Ecological system of woman with breast cancer and diagnostic delay.

3.3. General overview of included studies

A summary of the 22 included studies on individual-level factors of diagnostic delay is presented in Supplementary Table 4 [[50], [51], [52], [53], [54], [55], [56], [57], [58], [59], [60], [61], [62], [63], [64], [65], [66], [67], [68], [69], [70], [71]]. Most studies (n = 10) were conducted in the United States [53,55,57,59,60,[62], [63], [64],67,72]. Symptomatic detection of breast cancer was predominant in 12 studies [51,53,56,61,[63], [64], [65],68,70,71,73,74]. Quantitative methodologies were used in 17 studies [51,54,55,57,[59], [60], [61], [62], [63], [64], [65],67,68,[70], [71], [72],74], with nine focusing on symptomatically detected breast cancer [51,61,[63], [64], [65],68,70,71,74].

3.3.1. Microsystem

Investigating microsystem factors that impact diagnostic delays in breast cancer diagnosis was the focus of twenty studies [51,52,[54], [55], [56], [57],[59], [60], [61], [62], [63], [64], [65], [66], [67], [68],70,71,73,74]. These studies dissected the factors contributing to diagnostic delay, three distinct subcategories were divided.

Psychological factors have been identified as influences on the delay in diagnosing breast cancer. Quantitative studies consistently point to denial, fear of potential cancer diagnosis, anxiety about medical findings, and general apprehension regarding medical consultations as contributors to prolonged diagnostic intervals [51,55,74]. However, some quantitative research suggests that self-doubt about initial symptoms and external locus of control and perceived health competence might decrease delays, indicating that heightened awareness and proactive symptom recognition can expedite the diagnostic process [68,71]. Qualitative research has further enriched these insights by highlighting the complexities of emotional barriers that contribute to diagnostic delays. These include fear of cancer or medical procedures, anxiety, symptom exacerbation, denial, aversion to medical tests, fear of healthcare providers, and fatalistic attitudes influenced by cultural norms such as machismo (e.g., expecting symptoms to resolve on their own) [52,56,66,73]. Studies also indicate that knowledge of breast cancer symptoms correlates with decreased delay [71]. Moreover, qualitative studies emphasise the role of coping strategies, belief systems, risk perceptions, misinterpretation of symptoms, and stoicism in shaping individuals' responses to symptoms and subsequent healthcare-seeking behaviours [52,56,66,73]. Individuals' diverse perceptions of symptoms—such as changes in initial presentation, perceived stability, fluctuations, urgency, and normalization—also play an important role in their decisions regarding seeking healthcare and can result in diagnostic delays [52,53,56,73].

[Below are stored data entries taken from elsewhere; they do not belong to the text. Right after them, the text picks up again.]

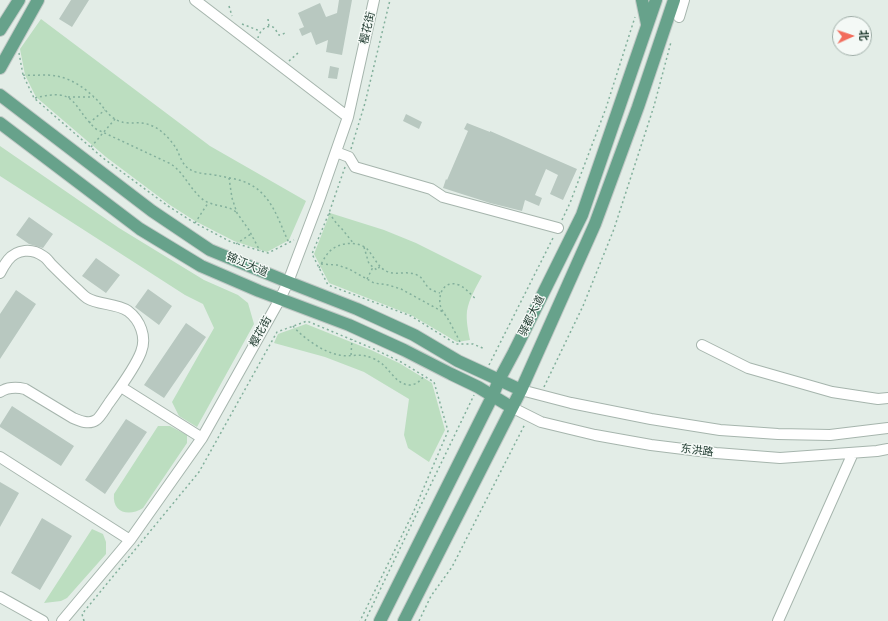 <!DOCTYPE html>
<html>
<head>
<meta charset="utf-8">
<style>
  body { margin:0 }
  #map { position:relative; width:888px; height:621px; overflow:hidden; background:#e3ede7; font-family:Signika,"Noto Sans SC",sans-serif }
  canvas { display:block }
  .north { position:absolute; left:832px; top:16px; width:40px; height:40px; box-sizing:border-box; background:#f4f9f6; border:1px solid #a0aea8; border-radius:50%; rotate:87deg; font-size:11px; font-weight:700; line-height:16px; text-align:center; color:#233e33 }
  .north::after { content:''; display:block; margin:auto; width:14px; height:18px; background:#f26c5c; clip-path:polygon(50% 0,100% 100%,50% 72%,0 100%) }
</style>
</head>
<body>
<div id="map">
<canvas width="888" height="621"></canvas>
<div class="north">北</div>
</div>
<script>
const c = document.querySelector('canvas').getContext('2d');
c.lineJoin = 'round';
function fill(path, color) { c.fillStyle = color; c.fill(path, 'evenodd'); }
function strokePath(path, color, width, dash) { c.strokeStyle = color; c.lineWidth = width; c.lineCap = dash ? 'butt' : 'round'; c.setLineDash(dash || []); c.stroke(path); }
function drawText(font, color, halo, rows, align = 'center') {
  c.font = font + ' Signika,"Noto Sans SC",sans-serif'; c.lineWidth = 3; c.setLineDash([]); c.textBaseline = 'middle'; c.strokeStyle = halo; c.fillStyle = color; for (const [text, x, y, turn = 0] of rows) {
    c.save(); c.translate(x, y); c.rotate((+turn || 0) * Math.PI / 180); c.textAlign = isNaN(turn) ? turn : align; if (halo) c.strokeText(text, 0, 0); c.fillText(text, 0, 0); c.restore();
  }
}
fill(new Path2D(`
  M41,19L210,146L306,201L289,240L267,252L234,241L195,221L170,205L106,157L36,97L25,75L20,49Z
  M0,146L119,228L204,280L238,295L248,303L254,324L197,427L179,416L172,402L214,328L203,304L185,295L0,176Z
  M330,213L384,230L416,243L482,276C476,287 469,299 467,311C466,321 468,330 470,340L457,342L411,315L329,283L314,254Z
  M306,324L371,350L399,363L432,383L445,430L429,462L408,448L404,435L409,399L364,372L325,357L274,343L278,334Z
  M158,426H170L187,435V443L143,508C129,517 112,513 114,494Z
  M92,529L103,534L106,542V554L67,598L61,601L44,603Z`), '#bcdec0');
fill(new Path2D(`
  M71,0H89L72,27L59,19Z
  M339,0H352L342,55L326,52L328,40L316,45L311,32L302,36L299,29L304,27L298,13L320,3L326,17L337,13Z
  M330,66L339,68L337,79L328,78Z
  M406,114L422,122L419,129L403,121Z
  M467,123L490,132V131L577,169L563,200L550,194L558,175L546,169L535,195L542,198L539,206L525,200L522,211L490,203L443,188L446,179L447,180L468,131L464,129Z
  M29,217L53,234L43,248L29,244L16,235Z
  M96,258L120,275L106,293L82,276Z
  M148,289L172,306L159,325L135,307Z
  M16,290L36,304L0,359V314Z
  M186,323L206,337L164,398L144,385Z
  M12,406L74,446L61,466L0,427V425Z
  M126,419L147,432L105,494L85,480Z
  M0,482L19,493L0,527Z
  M42,518L72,536L40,590L11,573Z`), '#b8c8c0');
const minor = new Path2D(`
  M195,0L348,117
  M679,17L684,0
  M336,152L349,157L355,167L431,189L443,197L558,228
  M0,273C2,269 5,264 8,260C17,249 32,248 43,256C47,258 49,262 52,265C60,273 69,282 78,290C81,293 84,296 87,298C98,305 116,303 128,311C140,320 147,337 141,352C135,368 119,389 109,403C106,407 100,418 96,420C89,425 80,421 73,418L25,389C16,387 8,387 0,392
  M702,345L748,368L832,392L878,399L888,398
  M121,387L202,438
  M521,390L571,403L651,419L720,430L778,434L830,435L888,428
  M511,407L541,422L595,435L651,445L716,453L780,458L877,451L888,449
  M0,457L130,540
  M0,597L43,621
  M62,621L130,540L202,438L280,299L288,282L319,200L348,117L374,0
  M778,621L853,453`);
const major = new Path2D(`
  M642,0L647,24
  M0,30L19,0
  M0,68L38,0
  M0,95L152,211L210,250L288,282L357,309L414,335L458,361L521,390
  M0,123L140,229L201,266L259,291L349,325L404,350L451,374L478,387L511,407
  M380,621L493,395L499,380L514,352L582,215L656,0
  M404,621L521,390L595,224L638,107L674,0`);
strokePath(minor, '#a6b5ad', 12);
strokePath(major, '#c1c9c6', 14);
strokePath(new Path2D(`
  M229,6L232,16
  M268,19L269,27
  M242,24L260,31
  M258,38C259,32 266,24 273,27C276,29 277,33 279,35H281L285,33
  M19,53L23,75L34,98L103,158L168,206L193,222L231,242L268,253L294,240
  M289,61L298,53
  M23,75C33,76 47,74 56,76C70,78 83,87 93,96C103,104 107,118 122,122C125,123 130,123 134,123C144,122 154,125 162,132C167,136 172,142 176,148C180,155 182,166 191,170C197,174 212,174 220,176C229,178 239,179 247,183C272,194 278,220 289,243
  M68,97H94
  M35,98C78,87 71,106 96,129L171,164C184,173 189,187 200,197C208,205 219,205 229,208C232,209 235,211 237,213
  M89,123L105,110
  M91,147L115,119
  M351,149L365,103L390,0
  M345,167L329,213L312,254L328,285L411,316L456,344H473L485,349
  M229,178L232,198L237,213L249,230L260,251
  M329,213L337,224L342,229L354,244
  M562,220L570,203L606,108L635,17
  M195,223L208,203
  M236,244L251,234
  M364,247L369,264L377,270L380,266
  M321,264L337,265L349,269L374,283L388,285L401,289L445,313
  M319,268C322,263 325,256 329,252C338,242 359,240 368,250C374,257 378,267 386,271C396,276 407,270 417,275C423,277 424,284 429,288C432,291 437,292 440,293
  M367,279L373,267
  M293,326C303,338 323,352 339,355C348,357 358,354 366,356C370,357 375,359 378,361C389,367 395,384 409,385C416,385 420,381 424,376
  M460,342C456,334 452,326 448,319C446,316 443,312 441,308C437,296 443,279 459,285C466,288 470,294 476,299
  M351,355L352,339
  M489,365L554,236
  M544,387L583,306L614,229L654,106L671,42
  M84,621L82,614L199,472L277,332L307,321L374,349L401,362L434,382L448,431L413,513L360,621
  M365,621L474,395
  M419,621L431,596L452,567L525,424`), '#83b09c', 1.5, [2, 3]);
strokePath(minor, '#fff', 10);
strokePath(major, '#67a28b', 12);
drawText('11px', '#233e33', '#f4f9f6', [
  ["樱花街",368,28,-77],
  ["锦江大道",247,265,23],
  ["驿都大道",532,316,-64],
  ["樱花街",261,332,-61],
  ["东洪路",697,451,7]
]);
</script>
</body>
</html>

Demographic and health behaviour factors exerted varying degrees of influence on diagnostic delay. Pain, higher income and higher educational level were identified as influential in decreasing delay, being postpartum increases delay while age exhibited heterogeneous effects across studies [59,[61], [62], [63],68,70,71]. While self-healthcare practices (e.g., breast massage and taking traditional Chinese medicine) were associated with decreased diagnosis time in breast cancer, life style behaviours such as smoking addiction were linked to increased delays [68]. Qualitative studies further emphasised the importance of proactive symptom management, monitoring, alternative medicine usage, and the influence of cultural beliefs on health-related decision-making processes to reduce diagnostic timelines [52,73].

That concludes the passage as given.